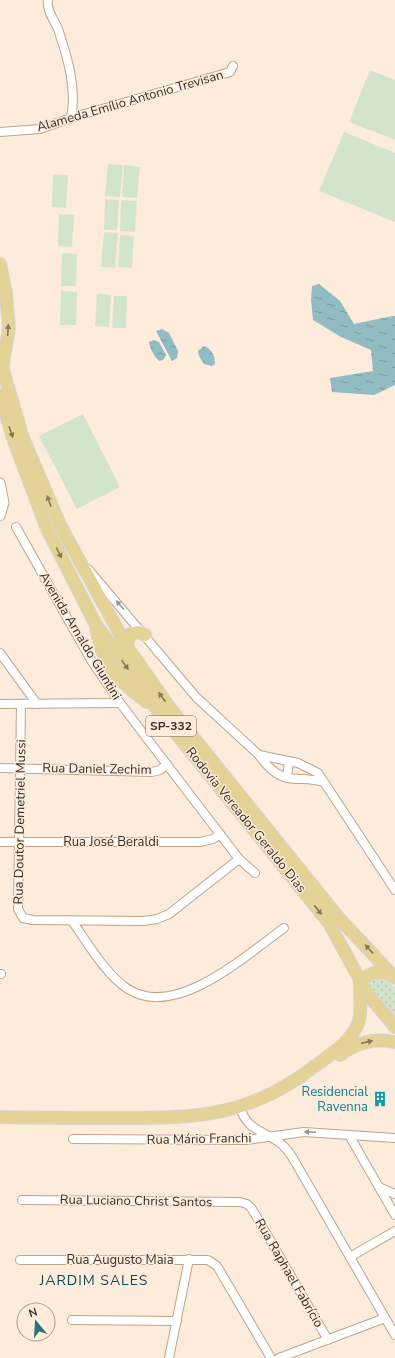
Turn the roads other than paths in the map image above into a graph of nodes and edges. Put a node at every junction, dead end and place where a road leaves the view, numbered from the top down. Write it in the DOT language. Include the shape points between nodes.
graph roads {
  1 [pos="48,3"];
  2 [pos="233,66"];
  3 [pos="71,118"];
  4 [pos="0,132"];
  5 [pos="0,264"];
  6 [pos="1,364"];
  7 [pos="0,395"];
  8 [pos="0,483"];
  9 [pos="0,516"];
  10 [pos="16,527"];
  11 [pos="79,561"];
  12 [pos="73,581"];
  13 [pos="94,588"];
  14 [pos="107,612"];
  15 [pos="93,618"];
  16 [pos="136,623"];
  17 [pos="117,630"];
  18 [pos="145,635"];
  19 [pos="127,647"];
  20 [pos="101,653"];
  21 [pos="0,654"];
  22 [pos="91,660"];
  23 [pos="105,670"];
  24 [pos="120,703"];
  25 [pos="0,704"];
  26 [pos="21,704"];
  27 [pos="37,704"];
  28 [pos="158,710"];
  29 [pos="259,755"];
  30 [pos="289,761"];
  31 [pos="167,764"];
  32 [pos="0,768"];
  33 [pos="20,768"];
  34 [pos="287,778"];
  35 [pos="323,782"];
  36 [pos="220,834"];
  37 [pos="0,842"];
  38 [pos="18,842"];
  39 [pos="239,859"];
  40 [pos="255,873"];
  41 [pos="395,890"];
  42 [pos="72,920"];
  43 [pos="284,928"];
  44 [pos="394,976"];
  45 [pos="360,982"];
  46 [pos="395,1027"];
  47 [pos="391,1042"];
  48 [pos="241,1111"];
  49 [pos="0,1118"];
  50 [pos="0,1125"];
  51 [pos="348,1134"];
  52 [pos="269,1136"];
  53 [pos="395,1138"];
  54 [pos="73,1139"];
  55 [pos="381,1188"];
  56 [pos="395,1194"];
  57 [pos="22,1200"];
  58 [pos="250,1206"];
  59 [pos="395,1215"];
  60 [pos="395,1231"];
  61 [pos="350,1257"];
  62 [pos="189,1259"];
  63 [pos="20,1260"];
  64 [pos="385,1318"];
  65 [pos="72,1320"];
  66 [pos="177,1321"];
  67 [pos="395,1335"];
  68 [pos="328,1340"];
  69 [pos="169,1358"];
  70 [pos="270,1358"];
  71 [pos="279,1358"];
  1 -- 3 [label="street" via="59,30 69,70 74,103"];
  2 -- 3 [label="street, Alameda Emílio Antonio Trevisan" via="230,72"];
  3 -- 4 [label="street, Alameda Emílio Antonio Trevisan" via="40,129"];
  6 -- 5 [label="main road, one-way" via="9,328"];
  11 -- 6 [label="main road, Rodovia Vereador Geraldo Dias / SP-332, one-way" via="60,525 23,438"];
  7 -- 12 [label="main road, Rodovia Vereador Geraldo Dias / SP-332, one-way" via="14,441 47,529"];
  8 -- 9 [label="street" via="4,503"];
  10 -- 22 [label="street, Avenida Arnaldo Giuntini"];
  11 -- 13 [label="main road, Rodovia Vereador Geraldo Dias / SP-332"];
  16 -- 11 [label="street, one-way"];
  12 -- 13 [label="main road" via="80,589"];
  12 -- 15 [label="main road, Rodovia Vereador Geraldo Dias / SP-332"];
  13 -- 14 [label="main road, Rodovia Vereador Geraldo Dias / SP-332"];
  14 -- 15 [label="main road" via="101,610"];
  14 -- 17 [label="main road, Rodovia Vereador Geraldo Dias / SP-332"];
  15 -- 20 [label="main road"];
  15 -- 28 [label="main road, Rodovia Vereador Geraldo Dias / SP-332, one-way"];
  16 -- 17 [label="main road"];
  16 -- 18 [label="street"];
  17 -- 19 [label="main road, Rodovia Vereador Geraldo Dias / SP-332"];
  18 -- 19 [label="main road" via="138,632 130,634"];
  18 -- 29 [label="street" via="196,697"];
  44 -- 19 [label="main road, Rodovia Vereador Geraldo Dias / SP-332, one-way" via="338,916 173,712"];
  20 -- 22 [label="street"];
  20 -- 23 [label="main road"];
  21 -- 27 [label="street"];
  22 -- 23 [label="street, Avenida Arnaldo Giuntini"];
  23 -- 24 [label="street, Avenida Arnaldo Giuntini"];
  23 -- 28 [label="main road"];
  24 -- 27 [label="street"];
  24 -- 31 [label="street, Avenida Arnaldo Giuntini"];
  25 -- 26 [label="street"];
  26 -- 27 [label="street"];
  26 -- 33 [label="street, Rua Doutor Demetriel Mussi"];
  28 -- 45 [label="main road, Rodovia Vereador Geraldo Dias / SP-332, one-way" via="329,923"];
  29 -- 30 [label="street"];
  29 -- 34 [label="street" via="278,774"];
  30 -- 34 [label="street"];
  30 -- 35 [label="street" via="318,773"];
  31 -- 33 [label="street, Rua Daniel Zechim" via="152,772"];
  31 -- 36 [label="street, Avenida Arnaldo Giuntini"];
  32 -- 33 [label="street, Rua Daniel Zechim"];
  33 -- 38 [label="street, Rua Doutor Demetriel Mussi"];
  34 -- 35 [label="street"];
  35 -- 41 [label="street"];
  36 -- 38 [label="street, Rua José Beraldi" via="213,839 200,842"];
  36 -- 39 [label="street, Avenida Arnaldo Giuntini"];
  37 -- 38 [label="street, Rua José Beraldi"];
  38 -- 42 [label="street, Rua Doutor Demetriel Mussi" via="20,914 23,918 32,920"];
  39 -- 40 [label="street, Avenida Arnaldo Giuntini"];
  39 -- 42 [label="street, Rua Doutor Demetriel Mussi" via="169,914 157,919"];
  42 -- 43 [label="street" via="93,951 126,988 153,999 176,995 198,987"];
  44 -- 45 [label="main road" via="382,972 372,973"];
  45 -- 46 [label="main road, Rodovia Vereador Geraldo Dias / SP-332"];
  45 -- 48 [label="main road" via="360,1016 357,1027 348,1039 286,1087"];
  48 -- 47 [label="main road, one-way" via="281,1098 353,1046 368,1041"];
  48 -- 49 [label="main road" via="168,1118"];
  48 -- 50 [label="main road" via="196,1124"];
  48 -- 52 [label="street" via="251,1126"];
  51 -- 52 [label="street, Rua Mário Franchi, one-way" via="304,1132"];
  51 -- 53 [label="street, Rua Mário Franchi"];
  51 -- 55 [label="street"];
  52 -- 54 [label="street, Rua Mário Franchi" via="246,1140"];
  52 -- 61 [label="street" via="291,1155"];
  55 -- 56 [label="street"];
  55 -- 59 [label="street"];
  57 -- 58 [label="street, Rua Luciano Christ Santos" via="240,1202"];
  58 -- 68 [label="street, Rua Raphael Fabrício"];
  60 -- 61 [label="street"];
  61 -- 64 [label="street"];
  62 -- 63 [label="street, Rua Augusto Maia"];
  62 -- 66 [label="street"];
  62 -- 70 [label="street, Rua Augusto Maia" via="208,1260 217,1266"];
  64 -- 67 [label="street"];
  64 -- 68 [label="street"];
  65 -- 66 [label="street"];
  66 -- 69 [label="street"];
  68 -- 71 [label="street"];
}
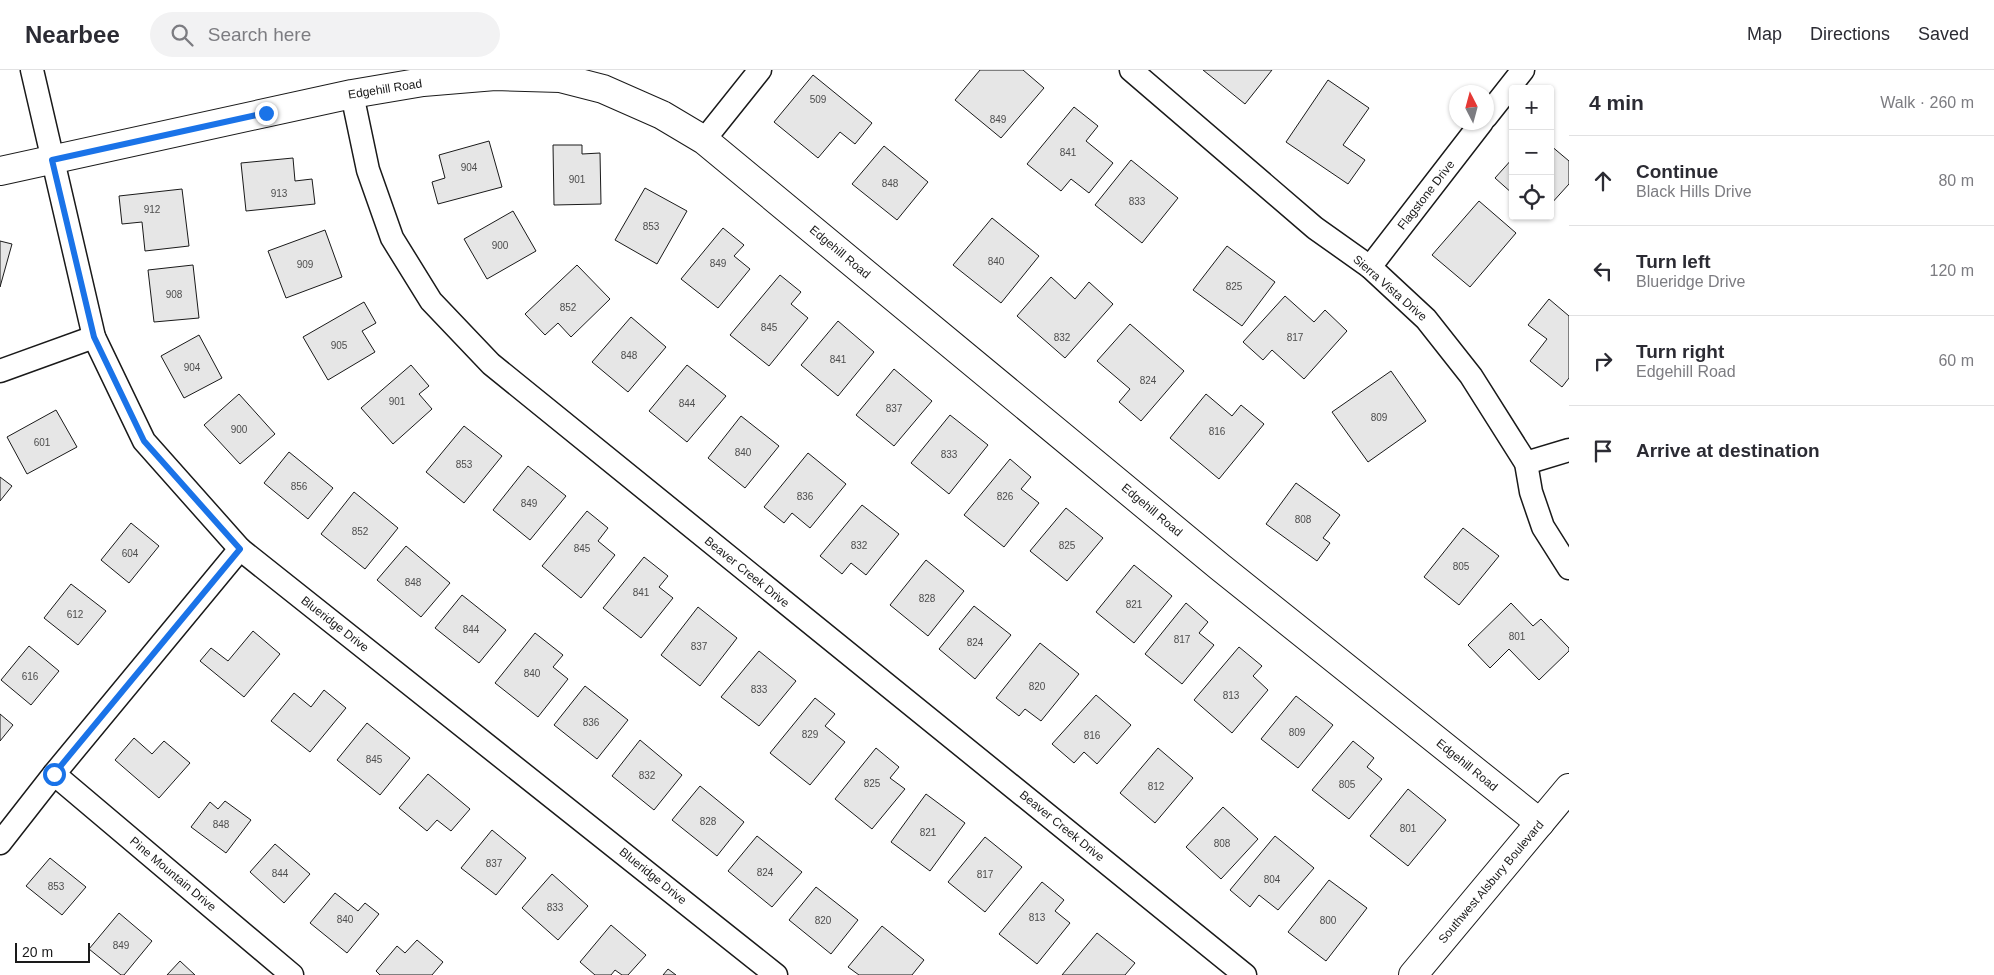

■ **Task to carry out**
All lines that include the word "Maia" must be copied from the material above.

■ **Reply**
  62 -- 63 [label="street, Rua Augusto Maia"];
  62 -- 70 [label="street, Rua Augusto Maia" via="208,1260 217,1266"];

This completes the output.